Question on doc of __getattribute__

[Kevvvvvvin]

Documentation

In object.__getattribute__:

For certain sensitive attribute accesses, raises an auditing event object.__getattr__ with arguments obj and name.

Cause getattr is called when the default attribute access fails, I think it should be obj.__getattribute__ for this auditing event.

Linked PRs

• gh-122498
• gh-122501

[picnixz]

I'm not sure this is the case. I can't find in the C source code the corresponding raised audit. All I can find is about object.__getattr__. Why do you believe it should be object.__getattribute__ instead?

Note that the audit table does not mention that kind of audit: https://docs.python.org/3/library/audit_events.html#audit-events and that object.__getattr__ is used as an audit event whenever you query a sensitive attribute, independently of whether it's via __getattr__ or __getattribute__.

[Kevvvvvvin]

Hi @picnixz , As the doc said, __getattr__ is

Called when the default attribute access fails...

and __getattribute__ is

Called unconditionally to implement attribute accesses for instances of the class.

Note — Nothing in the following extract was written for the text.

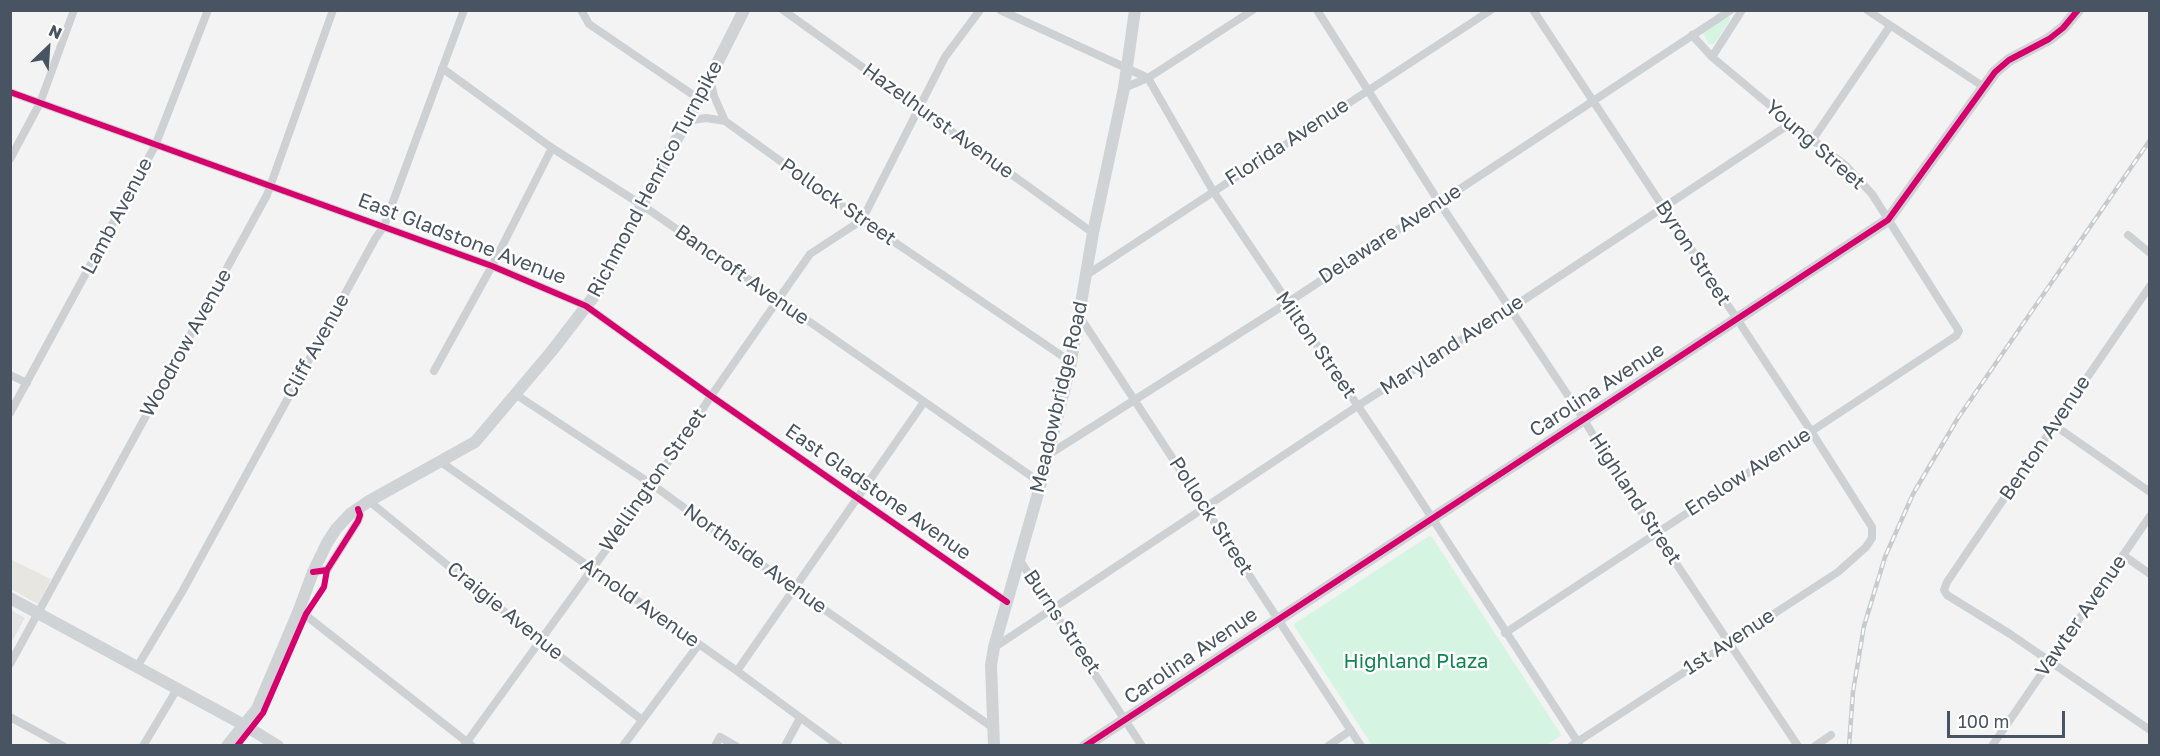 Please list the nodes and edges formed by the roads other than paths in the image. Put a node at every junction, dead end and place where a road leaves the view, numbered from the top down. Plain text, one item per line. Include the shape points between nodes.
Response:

From my point of view, if you would like to implement such audition function of sensitive attribute accesses, it should be put at the entrance(__getattribute__) rather than successor(__getattr__) only when failure happened, isn't it?

[picnixz]

The event name was probably chosen to be similar to __setattr__ and __delattr__. Those events are mainly useful for hooks and they don't really care whether you have retrieved the object in __getattribute__ or in __getattr__. What matters is that you wanted to access it.

Also, this is a longstanding behaviour and changing the name of the event would be a breaking change.

[Damien-Chen]

Hi @picnixz , Based on the discussion above, there is no need to do such a change on document ?

[Kevvvvvvin]

what I mean is not

changing the name of the event

just the content in doc confuses me. If it should be __getattr__ then

For certain sensitive attribute accesses, raises an auditing event object.getattr with arguments obj and name.

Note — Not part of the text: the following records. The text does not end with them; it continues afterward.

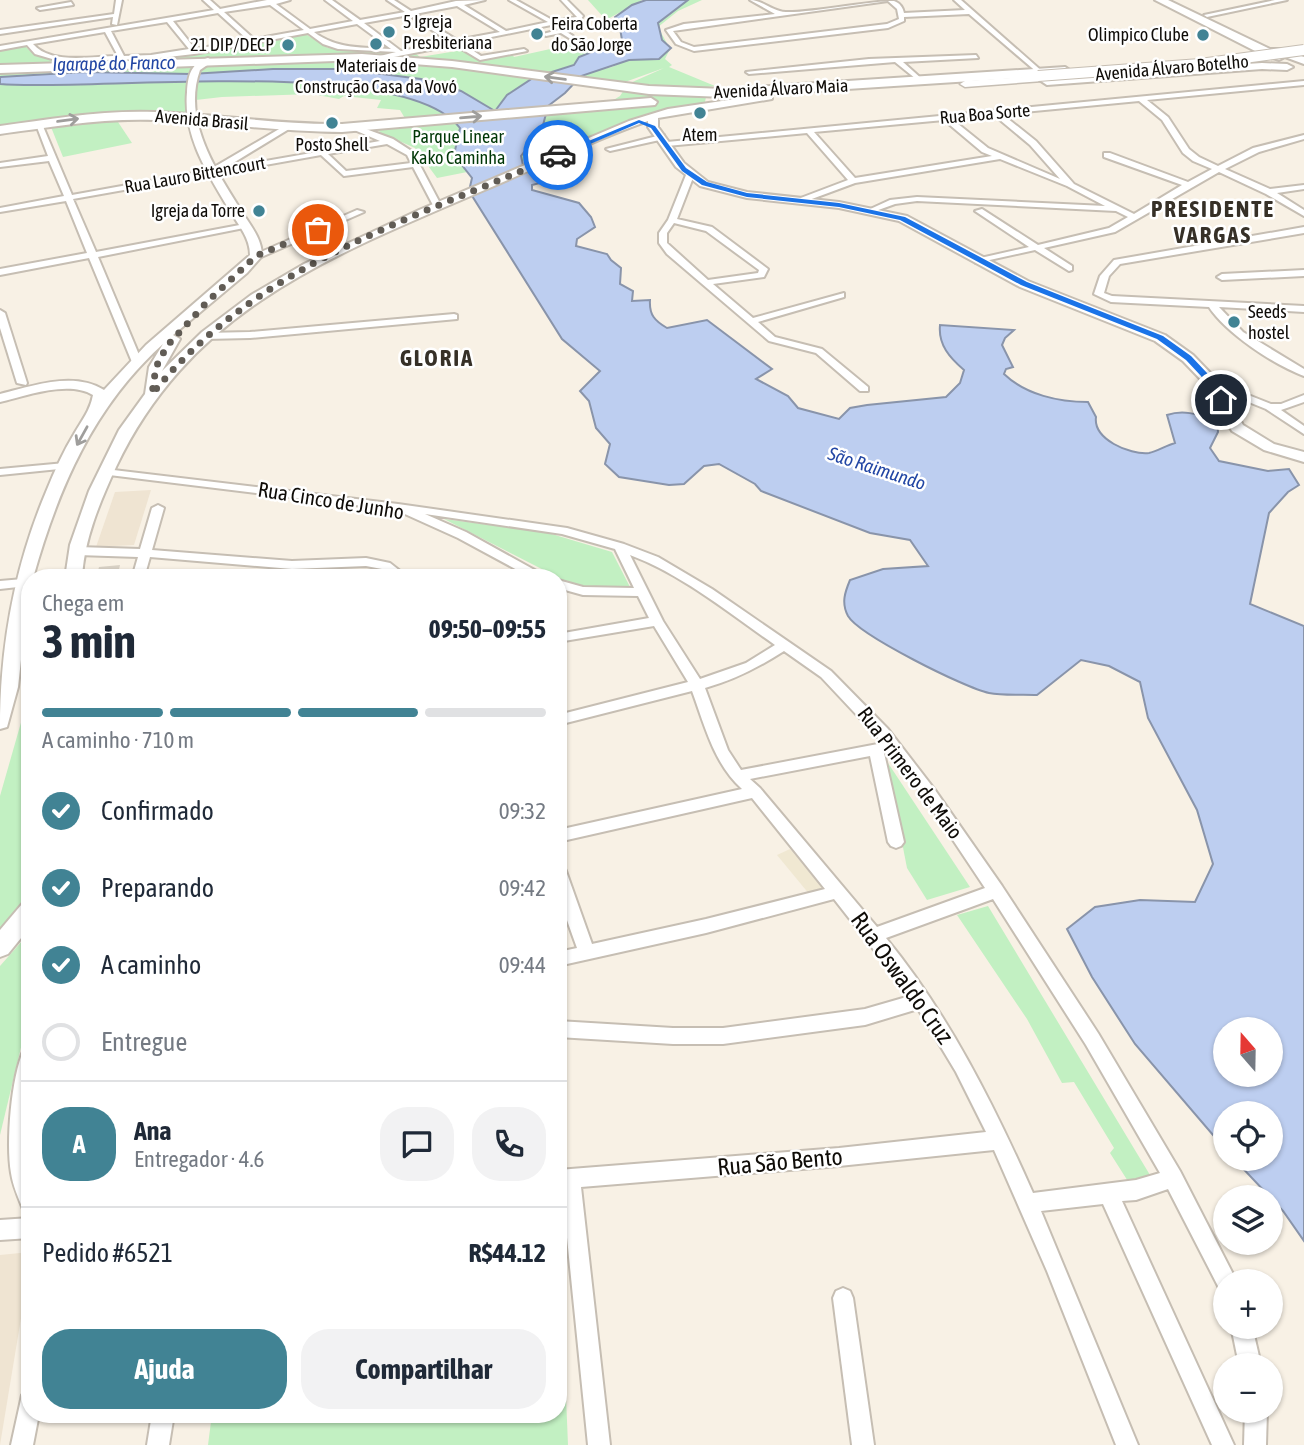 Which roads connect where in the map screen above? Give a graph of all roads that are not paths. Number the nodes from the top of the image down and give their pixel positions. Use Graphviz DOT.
graph roads {
  1 [pos="39,0"];
  2 [pos="119,0"];
  3 [pos="206,0"];
  4 [pos="287,0"];
  5 [pos="328,0"];
  6 [pos="390,0"];
  7 [pos="451,0"];
  8 [pos="482,0"];
  9 [pos="512,0"];
  10 [pos="564,0"];
  11 [pos="753,0"];
  12 [pos="888,0"];
  13 [pos="957,0"];
  14 [pos="1160,0"];
  15 [pos="1173,0"];
  16 [pos="1284,0"];
  17 [pos="270,1"];
  18 [pos="71,4"];
  19 [pos="458,4"];
  20 [pos="40,8"];
  21 [pos="218,11"];
  22 [pos="971,12"];
  23 [pos="410,13"];
  24 [pos="786,14"];
  25 [pos="117,15"];
  26 [pos="1207,15"];
  27 [pos="902,18"];
  28 [pos="169,20"];
  29 [pos="360,22"];
  30 [pos="555,24"];
  31 [pos="42,26"];
  32 [pos="111,29"];
  33 [pos="1218,29"];
  34 [pos="309,31"];
  35 [pos="0,32"];
  36 [pos="506,33"];
  37 [pos="571,37"];
  38 [pos="253,41"];
  39 [pos="28,43"];
  40 [pos="457,43"];
  41 [pos="0,48"];
  42 [pos="466,48"];
  43 [pos="194,51"];
  44 [pos="524,51"];
  45 [pos="1304,51"];
  46 [pos="1269,52"];
  47 [pos="1255,54"];
  48 [pos="398,55"];
  49 [pos="976,57"];
  50 [pos="1232,57"];
  51 [pos="122,58"];
  52 [pos="1215,59"];
  53 [pos="897,60"];
  54 [pos="208,61"];
  55 [pos="1304,61"];
  56 [pos="478,62"];
  57 [pos="1243,67"];
  58 [pos="1290,67"];
  59 [pos="0,69"];
  60 [pos="1304,71"];
  61 [pos="749,72"];
  62 [pos="1039,76"];
  63 [pos="920,81"];
  64 [pos="1304,83"];
  65 [pos="965,84"];
  66 [pos="769,97"];
  67 [pos="1141,99"];
  68 [pos="996,113"];
  69 [pos="190,118"];
  70 [pos="946,118"];
  71 [pos="653,122"];
  72 [pos="404,123"];
  73 [pos="38,124"];
  74 [pos="286,127"];
  75 [pos="355,127"];
  76 [pos="0,130"];
  77 [pos="809,131"];
  78 [pos="1304,138"];
  79 [pos="390,141"];
  80 [pos="664,141"];
  81 [pos="610,149"];
  82 [pos="323,153"];
  83 [pos="1107,155"];
  84 [pos="999,157"];
  85 [pos="53,158"];
  86 [pos="417,163"];
  87 [pos="0,165"];
  88 [pos="1216,170"];
  89 [pos="212,172"];
  90 [pos="690,175"];
  91 [pos="853,181"];
  92 [pos="1188,185"];
  93 [pos="1071,186"];
  94 [pos="1304,187"];
  95 [pos="1269,192"];
  96 [pos="69,198"];
  97 [pos="801,201"];
  98 [pos="438,207"];
  99 [pos="1114,209"];
  100 [pos="0,210"];
  101 [pos="870,211"];
  102 [pos="979,211"];
  103 [pos="359,212"];
  104 [pos="1304,214"];
  105 [pos="1136,218"];
  106 [pos="672,220"];
  107 [pos="245,227"];
  108 [pos="1304,230"];
  109 [pos="1038,249"];
  110 [pos="91,254"];
  111 [pos="256,256"];
  112 [pos="979,261"];
  113 [pos="1069,268"];
  114 [pos="0,272"];
  115 [pos="1304,273"];
  116 [pos="1222,277"];
  117 [pos="704,283"];
  118 [pos="841,295"];
  119 [pos="1100,295"];
  120 [pos="207,302"];
  121 [pos="1211,303"];
  122 [pos="1083,306"];
  123 [pos="1304,309"];
  124 [pos="454,317"];
  125 [pos="0,320"];
  126 [pos="751,321"];
  127 [pos="205,336"];
  128 [pos="137,362"];
  129 [pos="1304,373"];
  130 [pos="22,383"];
  131 [pos="1213,384"];
  132 [pos="864,389"];
  133 [pos="152,394"];
  134 [pos="0,398"];
  135 [pos="1304,398"];
  136 [pos="1270,407"];
  137 [pos="98,408"];
  138 [pos="1304,431"];
  139 [pos="1304,457"];
  140 [pos="65,466"];
  141 [pos="0,472"];
  142 [pos="105,472"];
  143 [pos="398,506"];
  144 [pos="158,508"];
  145 [pos="620,547"];
  146 [pos="78,551"];
  147 [pos="146,552"];
  148 [pos="28,569"];
  149 [pos="75,569"];
  150 [pos="141,569"];
  151 [pos="304,569"];
  152 [pos="335,569"];
  153 [pos="387,569"];
  154 [pos="526,569"];
  155 [pos="21,583"];
  156 [pos="0,585"];
  157 [pos="567,587"];
  158 [pos="640,592"];
  159 [pos="657,621"];
  160 [pos="21,630"];
  161 [pos="567,636"];
  162 [pos="785,645"];
  163 [pos="21,650"];
  164 [pos="14,657"];
  165 [pos="697,685"];
  166 [pos="567,718"];
  167 [pos="0,722"];
  168 [pos="893,746"];
  169 [pos="876,751"];
  170 [pos="737,776"];
  171 [pos="755,792"];
  172 [pos="567,834"];
  173 [pos="896,842"];
  174 [pos="996,891"];
  175 [pos="838,892"];
  176 [pos="567,897"];
  177 [pos="21,922"];
  178 [pos="874,935"];
  179 [pos="0,947"];
  180 [pos="587,954"];
  181 [pos="567,957"];
  182 [pos="922,1000"];
  183 [pos="567,1030"];
  184 [pos="1000,1140"];
  185 [pos="21,1148"];
  186 [pos="21,1176"];
  187 [pos="1173,1178"];
  188 [pos="567,1179"];
  189 [pos="567,1194"];
  190 [pos="1109,1194"];
  191 [pos="1029,1203"];
  192 [pos="21,1229"];
  193 [pos="0,1230"];
  194 [pos="1220,1269"];
  195 [pos="843,1298"];
  196 [pos="26,1423"];
  197 [pos="162,1423"];
  198 [pos="1256,1423"];
  199 [pos="22,1445"];
  200 [pos="158,1445"];
  201 [pos="600,1445"];
  202 [pos="863,1445"];
  203 [pos="1127,1445"];
  204 [pos="1223,1445"];
  205 [pos="1255,1445"];
  1 -- 20 [label="street"];
  2 -- 25 [label="street"];
  3 -- 21 [label="street"];
  4 -- 17 [label="street"];
  5 -- 29 [label="street"];
  6 -- 23 [label="street"];
  7 -- 19 [label="street"];
  8 -- 19 [label="street"];
  9 -- 30 [label="street"];
  10 -- 30 [label="street"];
  11 -- 24 [label="street"];
  12 -- 24 [label="street"];
  12 -- 27 [label="street"];
  13 -- 22 [label="street"];
  14 -- 33 [label="highway"];
  15 -- 26 [label="highway"];
  16 -- 26 [label="street"];
  17 -- 21 [label="street"];
  17 -- 34 [label="street"];
  18 -- 20 [label="street"];
  19 -- 23 [label="street"];
  19 -- 36 [label="street"];
  20 -- 31 [label="street"];
  21 -- 28 [label="street"];
  21 -- 38 [label="street"];
  22 -- 27 [label="street"];
  22 -- 62 [label="street"];
  23 -- 29 [label="street"];
  23 -- 40 [label="street"];
  24 -- 27 [label="street"];
  25 -- 31 [label="street"];
  25 -- 32 [label="street"];
  26 -- 45 [label="highway"];
  28 -- 32 [label="street"];
  28 -- 43 [label="street"];
  29 -- 34 [label="street"];
  29 -- 48 [label="street"];
  30 -- 36 [label="street"];
  31 -- 35 [label="street"];
  32 -- 39 [label="street"];
  32 -- 51 [label="street"];
  33 -- 46 [label="highway"];
  33 -- 52 [label="highway"];
  34 -- 38 [label="street"];
  34 -- 48 [label="street"];
  36 -- 40 [label="street"];
  37 -- 42 [label="street"];
  38 -- 43 [label="street"];
  39 -- 41 [label="street"];
  39 -- 51 [label="street"];
  40 -- 42 [label="street"];
  40 -- 48 [label="street"];
  42 -- 56 [label="street"];
  43 -- 51 [label="street"];
  44 -- 56 [label="street"];
  45 -- 62 [label="main road, Avenida Álvaro Botelho, bridge"];
  46 -- 47 [label="highway, Avenida Álvaro Maia"];
  46 -- 55 [label="highway"];
  46 -- 60 [label="highway"];
  47 -- 50 [label="highway, Avenida Álvaro Maia"];
  47 -- 58 [label="highway"];
  48 -- 54 [label="highway"];
  48 -- 56 [label="highway"];
  49 -- 53 [label="street"];
  50 -- 52 [label="highway, Avenida Álvaro Maia"];
  50 -- 57 [label="highway"];
  52 -- 62 [label="highway, Avenida Álvaro Maia"];
  53 -- 61 [label="street"];
  53 -- 63 [label="street"];
  54 -- 59 [label="highway"];
  54 -- 69 [label="street"];
  63 -- 56 [label="highway, Avenida Álvaro Maia, one-way"];
  57 -- 58 [label="highway"];
  57 -- 65 [label="highway"];
  58 -- 60 [label="highway"];
  62 -- 63 [label="highway, Avenida Álvaro Maia"];
  62 -- 65 [label="main road, Avenida Álvaro Maia"];
  64 -- 67 [label="street, Rua Boa Sorte"];
  65 -- 66 [label="highway, Avenida Álvaro Maia"];
  66 -- 71 [label="street, Avenida Álvaro Maia"];
  72 -- 66 [label="highway, Avenida Álvaro Maia, one-way"];
  67 -- 68 [label="street, Rua Boa Sorte"];
  67 -- 88 [label="street"];
  68 -- 70 [label="street, Rua Boa Sorte"];
  68 -- 93 [label="street"];
  73 -- 69 [label="highway, Avenida Brasil, one-way"];
  69 -- 74 [label="highway, Avenida Brasil"];
  69 -- 89 [label="street"];
  70 -- 77 [label="street, Rua Boa Sorte"];
  70 -- 84 [label="street"];
  71 -- 80 [label="street"];
  71 -- 98 [label="street, Avenida Álvaro Maia"];
  72 -- 75 [label="highway, Avenida Brasil"];
  73 -- 76 [label="highway, Avenida Brasil"];
  73 -- 85 [label="street"];
  74 -- 75 [label="highway, Avenida Brasil"];
  74 -- 89 [label="street"];
  75 -- 79 [label="street"];
  77 -- 80 [label="street, Rua Boa Sorte"];
  77 -- 91 [label="street"];
  78 -- 88 [label="street"];
  79 -- 82 [label="street, Rua Lauro Bittencourt"];
  79 -- 86 [label="street"];
  80 -- 81 [label="street, Rua Boa Sorte"];
  80 -- 90 [label="street"];
  82 -- 86 [label="street"];
  82 -- 89 [label="street, Rua Lauro Bittencourt"];
  83 -- 92 [label="street"];
  84 -- 91 [label="street"];
  84 -- 93 [label="street"];
  85 -- 87 [label="street"];
  85 -- 96 [label="street"];
  86 -- 98 [label="street"];
  88 -- 92 [label="street"];
  88 -- 95 [label="street"];
  89 -- 96 [label="street, Rua Lauro Bittencourt"];
  89 -- 107 [label="street"];
  90 -- 97 [label="street"];
  90 -- 106 [label="street"];
  91 -- 97 [label="street"];
  92 -- 105 [label="street"];
  93 -- 99 [label="street"];
  94 -- 95 [label="street"];
  95 -- 104 [label="street"];
  96 -- 100 [label="street, Rua Lauro Bittencourt"];
  96 -- 110 [label="street"];
  97 -- 101 [label="street"];
  98 -- 127 [label="street, Avenida Álvaro Maia"];
  99 -- 101 [label="street"];
  99 -- 105 [label="street"];
  101 -- 112 [label="street"];
  102 -- 109 [label="street"];
  103 -- 111 [label="street"];
  105 -- 109 [label="street"];
  106 -- 117 [label="street"];
  106 -- 117 [label="street"];
  107 -- 110 [label="street"];
  107 -- 111 [label="street"];
  108 -- 119 [label="street"];
  109 -- 112 [label="street"];
  109 -- 113 [label="street"];
  110 -- 114 [label="street"];
  110 -- 128 [label="street"];
  111 -- 120 [label="street"];
  112 -- 122 [label="street"];
  115 -- 116 [label="street"];
  117 -- 126 [label="street"];
  118 -- 126 [label="street"];
  119 -- 121 [label="street"];
  119 -- 122 [label="street"];
  120 -- 128 [label="street"];
  120 -- 133 [label="street"];
  121 -- 123 [label="street"];
  121 -- 129 [label="street"];
  122 -- 131 [label="street"];
  124 -- 127 [label="street"];
  125 -- 130 [label="street"];
  126 -- 132 [label="street"];
  127 -- 133 [label="street, Avenida Álvaro Maia"];
  128 -- 137 [label="street"];
  131 -- 136 [label="street"];
  131 -- 139 [label="street"];
  133 -- 142 [label="street, Avenida Álvaro Maia"];
  134 -- 137 [label="street"];
  135 -- 136 [label="street"];
  136 -- 138 [label="street"];
  137 -- 140 [label="street, one-way"];
  140 -- 141 [label="street"];
  140 -- 148 [label="street"];
  142 -- 143 [label="street, Rua Cinco de Junho"];
  142 -- 146 [label="street, Avenida Álvaro Maia"];
  143 -- 145 [label="street, Rua Primero de Maio"];
  143 -- 154 [label="street, Rua Cinco de Junho"];
  144 -- 147 [label="street"];
  145 -- 158 [label="street, Rua Oswaldo Cruz"];
  145 -- 162 [label="street, Rua Primero de Maio"];
  146 -- 147 [label="street"];
  146 -- 149 [label="street, Avenida Álvaro Maia"];
  147 -- 150 [label="street"];
  147 -- 151 [label="street"];
  152 -- 153 [label="street"];
  155 -- 156 [label="street"];
  157 -- 158 [label="street"];
  158 -- 159 [label="street, Rua Oswaldo Cruz"];
  159 -- 161 [label="street"];
  159 -- 165 [label="street, Rua Oswaldo Cruz"];
  160 -- 164 [label="street"];
  162 -- 165 [label="street"];
  162 -- 168 [label="street, Rua Primero de Maio"];
  163 -- 164 [label="street"];
  164 -- 167 [label="street"];
  165 -- 166 [label="street"];
  165 -- 170 [label="street, Rua Oswaldo Cruz"];
  168 -- 169 [label="street"];
  168 -- 174 [label="street, Rua Primero de Maio"];
  169 -- 170 [label="street"];
  169 -- 173 [label="street"];
  170 -- 171 [label="street, Rua Oswaldo Cruz"];
  171 -- 172 [label="street"];
  171 -- 175 [label="street, Rua Oswaldo Cruz"];
  174 -- 178 [label="street"];
  174 -- 187 [label="street, Rua Primero de Maio"];
  175 -- 178 [label="street, Rua Oswaldo Cruz"];
  175 -- 180 [label="street"];
  176 -- 180 [label="street"];
  177 -- 179 [label="street"];
  178 -- 182 [label="street, Rua Oswaldo Cruz"];
  180 -- 181 [label="street"];
  182 -- 183 [label="street"];
  182 -- 184 [label="street, Rua Oswaldo Cruz"];
  184 -- 188 [label="street, Rua São Bento"];
  184 -- 191 [label="street, Rua Oswaldo Cruz"];
  185 -- 186 [label="street"];
  187 -- 190 [label="street"];
  187 -- 194 [label="street, Rua Primero de Maio"];
  189 -- 201 [label="street"];
  190 -- 191 [label="street"];
  190 -- 204 [label="street"];
  191 -- 203 [label="street, Rua Oswaldo Cruz"];
  192 -- 193 [label="street"];
  195 -- 202 [label="street"];
  196 -- 199 [label="street"];
  197 -- 200 [label="street"];
  198 -- 205 [label="street"];
}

should be put under the __getattr__ section and the the sentence could be like "For certain failed attribute accesses..."

[picnixz]

I don't think it should be put under that section because __getattr__ might not be called at all:

Note that if the attribute is found through the normal mechanism, __getattr__() is not called.

So if you put it in the other section, you might think that the event is not fired if if __getattr__ is not called, which is wrong. For the sensitive attributes such as frame.f_code the event is fired at the level of __getattribute__ but is called object.__getattr__ (maybe I was not clear enough, but this event is 1) fired in built-in objects (hence in C), 2) fired in what you would call __gettattribute__).

@zooba As the author of PEP 578, the rationale of having it called __getattr__ instead of __getattribute__ was just for consistencies of __setattr__/__delattr__ or was there something else?

[Kevvvvvvin]

Thanks for your explanation, I know what you meant well now :). Wait for zooba's reply to see the rationale of calling it __getattr__

[zooba]

Probably just the documentation is in the wrong section. No audit events are raised for attribute access in general, but only in specific cases (like function or generator members, which 99.9% of code should never need to access). These cases are undocumented, so the event can be generic and we can easily add/remove places where it gets raised (as long as they're still attribute accesses) because listeners are ready for any object and any attribute name.

The event is so named because __getattr__ is the operation that's being audited, and the arguments match. The special method __getattribute__ was added later and obviously had to have a different name, but fundamentally, it's getattr, setattr and delattr that are the operations.

[Kevvvvvvin]

Hi @picnixz What do you think of zooba's comment above?

[picnixz]

Mmh. I'm not convinced because specifying the event inside the __getattr__ section and at the same time saying that __getattr__ might not be called at all would make me think that the event might not be called in some cases but the event should be called when you try to access something, not if you manage to access it I think.

On the other hand, I also agree that users could be more confused if it's being mentioned in __getattribute__. Let's ask some docs experts: @AA-Turner @ncoghlan where would you suggest we should mention the object.__getattr__ event?

[zooba]

It's a bit of a weird event, because it's only raised when you try to access certain things. And those things are unspecified.

Honestly, it's all a bit weird because this section of documentation is a bit weird. If there's a better reference doc for attribute access in general (including setattr), then the audit event documentation could move there. It isn't even object.__getattr__ that ever raises the event - it's always overrides of it.